Uno dei parassiti più distruttivi per i peschi è il punteruolo del pesco. I punteruoli del pesco possono attaccare anche altri alberi da frutto con nocciolo, come prugni, ciliegi, nettarine e albicocchi. Questi parassiti si nutrono sotto la corteccia degli alberi, indebolendoli e portandoli alla morte. Continua a leggere per saperne di più su come controllare i tarli del pesco.
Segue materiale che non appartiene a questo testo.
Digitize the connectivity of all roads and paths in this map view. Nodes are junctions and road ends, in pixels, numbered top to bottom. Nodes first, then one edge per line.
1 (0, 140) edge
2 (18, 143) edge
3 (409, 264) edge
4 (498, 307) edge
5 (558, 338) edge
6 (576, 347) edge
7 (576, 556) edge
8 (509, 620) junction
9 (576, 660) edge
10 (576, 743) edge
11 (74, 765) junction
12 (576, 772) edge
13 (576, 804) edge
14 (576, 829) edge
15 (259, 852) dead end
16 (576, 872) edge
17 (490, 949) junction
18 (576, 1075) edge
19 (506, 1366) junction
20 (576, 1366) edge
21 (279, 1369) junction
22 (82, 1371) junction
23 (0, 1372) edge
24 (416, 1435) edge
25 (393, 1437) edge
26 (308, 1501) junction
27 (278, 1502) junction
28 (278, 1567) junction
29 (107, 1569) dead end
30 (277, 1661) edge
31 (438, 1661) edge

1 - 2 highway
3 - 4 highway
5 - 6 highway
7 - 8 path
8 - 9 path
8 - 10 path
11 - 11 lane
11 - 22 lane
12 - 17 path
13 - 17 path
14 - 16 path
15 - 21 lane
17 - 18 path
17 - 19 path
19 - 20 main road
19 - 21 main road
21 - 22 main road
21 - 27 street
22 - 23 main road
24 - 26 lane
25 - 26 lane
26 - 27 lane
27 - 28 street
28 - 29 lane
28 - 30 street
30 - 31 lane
Come i tarli del pesco danneggiano gli alberi
Le larve del tarlo del pesco scavano gallerie attraverso le fessure e le ferite nella corteccia, nutrendosi dell’alburno. I tarli del pesco attaccano vicino alla linea del suolo, con la maggior parte dell’attività che si verifica a pochi centimetri (8 cm) sotto terra. Alla fine, la corteccia inizia a staccarsi dalle aree danneggiate, rendendo l’albero vulnerabile ad altri parassiti e malattie. Gli adulti, che assomigliano alle vespe, sono più diffusi da metà maggio all’inizio di ottobre. Durante questo periodo, le uova vengono deposte sui tronchi degli alberi e si schiudono entro una settimana o dieci giorni. I segni dei danni causati dai tarli del pesco sono solitamente visibili in primavera e in estate, con un rapido declino della salute degli alberi colpiti. In genere, quando questi parassiti sono presenti, gli alberi presentano una linfa trasparente simile alla gomma (da non confondere con la linfa color ambra attribuita al cancro) mescolata a segatura. Si possono anche vedere le larve biancastre.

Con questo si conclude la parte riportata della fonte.